Be clear and concise:When it comes to writing your CV and cover letter, clarity is key. Avoid jargon that could confuse us and stick to simple, direct language. Highlight your achievements with quantifiable results where possible, and keep everything easy to read. A well-organised application goes a long way!

How to prepare for a job interview at Tether

Brush Up on Your Coding Skills

For a full-time software engineering role, it's crucial that we stay sharp with our coding abilities. Expect technical questions that might involve solving problems on the spot or discussing algorithms. Practise on platforms like LeetCode or HackerRank to get comfortable with the types of questions that often come up.
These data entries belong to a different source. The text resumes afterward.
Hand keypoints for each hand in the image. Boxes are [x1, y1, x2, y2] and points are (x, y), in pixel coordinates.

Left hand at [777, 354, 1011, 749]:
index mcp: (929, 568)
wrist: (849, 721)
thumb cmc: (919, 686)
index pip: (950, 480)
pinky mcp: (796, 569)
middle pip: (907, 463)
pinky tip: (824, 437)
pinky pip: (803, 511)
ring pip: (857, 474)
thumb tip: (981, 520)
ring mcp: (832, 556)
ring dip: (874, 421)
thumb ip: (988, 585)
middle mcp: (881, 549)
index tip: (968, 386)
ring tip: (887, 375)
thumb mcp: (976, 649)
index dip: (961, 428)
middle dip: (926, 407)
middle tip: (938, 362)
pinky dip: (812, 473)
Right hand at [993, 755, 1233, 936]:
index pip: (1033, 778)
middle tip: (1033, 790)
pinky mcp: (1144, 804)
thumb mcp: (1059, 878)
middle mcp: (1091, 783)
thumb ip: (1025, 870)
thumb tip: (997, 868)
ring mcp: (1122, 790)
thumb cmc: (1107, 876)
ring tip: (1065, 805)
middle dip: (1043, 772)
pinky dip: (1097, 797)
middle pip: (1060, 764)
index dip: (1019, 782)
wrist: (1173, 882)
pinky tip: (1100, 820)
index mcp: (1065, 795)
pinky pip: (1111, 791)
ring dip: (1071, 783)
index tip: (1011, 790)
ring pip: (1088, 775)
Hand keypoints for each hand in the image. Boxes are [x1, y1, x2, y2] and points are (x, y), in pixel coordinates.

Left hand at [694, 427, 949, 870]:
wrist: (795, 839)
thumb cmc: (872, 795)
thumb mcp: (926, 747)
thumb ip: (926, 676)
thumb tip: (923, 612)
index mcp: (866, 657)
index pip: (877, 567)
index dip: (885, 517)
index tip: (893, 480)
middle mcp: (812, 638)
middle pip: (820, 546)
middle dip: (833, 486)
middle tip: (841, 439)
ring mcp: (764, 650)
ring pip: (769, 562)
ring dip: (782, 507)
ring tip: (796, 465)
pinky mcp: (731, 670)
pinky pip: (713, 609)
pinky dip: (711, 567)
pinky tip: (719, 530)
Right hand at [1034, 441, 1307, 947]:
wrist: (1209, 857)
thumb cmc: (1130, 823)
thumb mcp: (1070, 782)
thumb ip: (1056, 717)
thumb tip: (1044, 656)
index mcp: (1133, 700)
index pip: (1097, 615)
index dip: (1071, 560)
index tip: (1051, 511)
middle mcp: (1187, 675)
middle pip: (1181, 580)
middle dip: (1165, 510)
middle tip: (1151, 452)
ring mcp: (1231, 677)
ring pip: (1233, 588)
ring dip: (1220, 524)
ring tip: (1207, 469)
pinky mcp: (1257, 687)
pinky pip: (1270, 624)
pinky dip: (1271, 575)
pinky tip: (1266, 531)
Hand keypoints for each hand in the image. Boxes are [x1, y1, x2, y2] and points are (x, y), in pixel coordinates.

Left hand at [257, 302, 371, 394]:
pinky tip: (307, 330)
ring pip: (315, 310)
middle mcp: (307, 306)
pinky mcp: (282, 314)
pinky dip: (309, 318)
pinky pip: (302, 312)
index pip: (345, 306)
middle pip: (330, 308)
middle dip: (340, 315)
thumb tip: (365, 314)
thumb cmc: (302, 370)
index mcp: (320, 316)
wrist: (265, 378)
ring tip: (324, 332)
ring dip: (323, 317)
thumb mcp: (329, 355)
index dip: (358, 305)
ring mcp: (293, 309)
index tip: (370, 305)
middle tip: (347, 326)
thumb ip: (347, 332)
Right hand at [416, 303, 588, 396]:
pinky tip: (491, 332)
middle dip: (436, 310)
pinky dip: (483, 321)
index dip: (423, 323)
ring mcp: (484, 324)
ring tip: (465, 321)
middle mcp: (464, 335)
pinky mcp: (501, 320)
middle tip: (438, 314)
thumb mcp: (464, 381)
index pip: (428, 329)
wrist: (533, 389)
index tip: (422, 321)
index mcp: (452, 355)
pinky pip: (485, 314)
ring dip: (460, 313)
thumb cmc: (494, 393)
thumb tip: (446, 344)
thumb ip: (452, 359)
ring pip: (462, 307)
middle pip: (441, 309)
Know Your Tools and Frameworks

Make sure we’re well-acquainted with the tools and technologies listed in the job description. Familiarise ourselves with any specific frameworks or programming languages mentioned. If Tether uses React or Node.js, for instance, be ready to discuss how we’ve used them in previous projects or coursework.

Showcase Your Projects

Bring along a portfolio that highlights our best work. This could be code samples, GitHub repositories, or any side projects we’ve built. Make sure we can talk through our thought process for each project, especially the challenges we faced and how we solved them—this shows our problem-solving skills in action.

Prepare for Behavioural Questions

While technical skills are key, full-time positions also require cultural fit. Be ready to discuss our previous experiences and how we handle teamwork, conflict, and deadlines. Brush up on the STAR method—Situation, Task, Action, Result—to clearly articulate our past experiences when discussing how we've contributed to a team.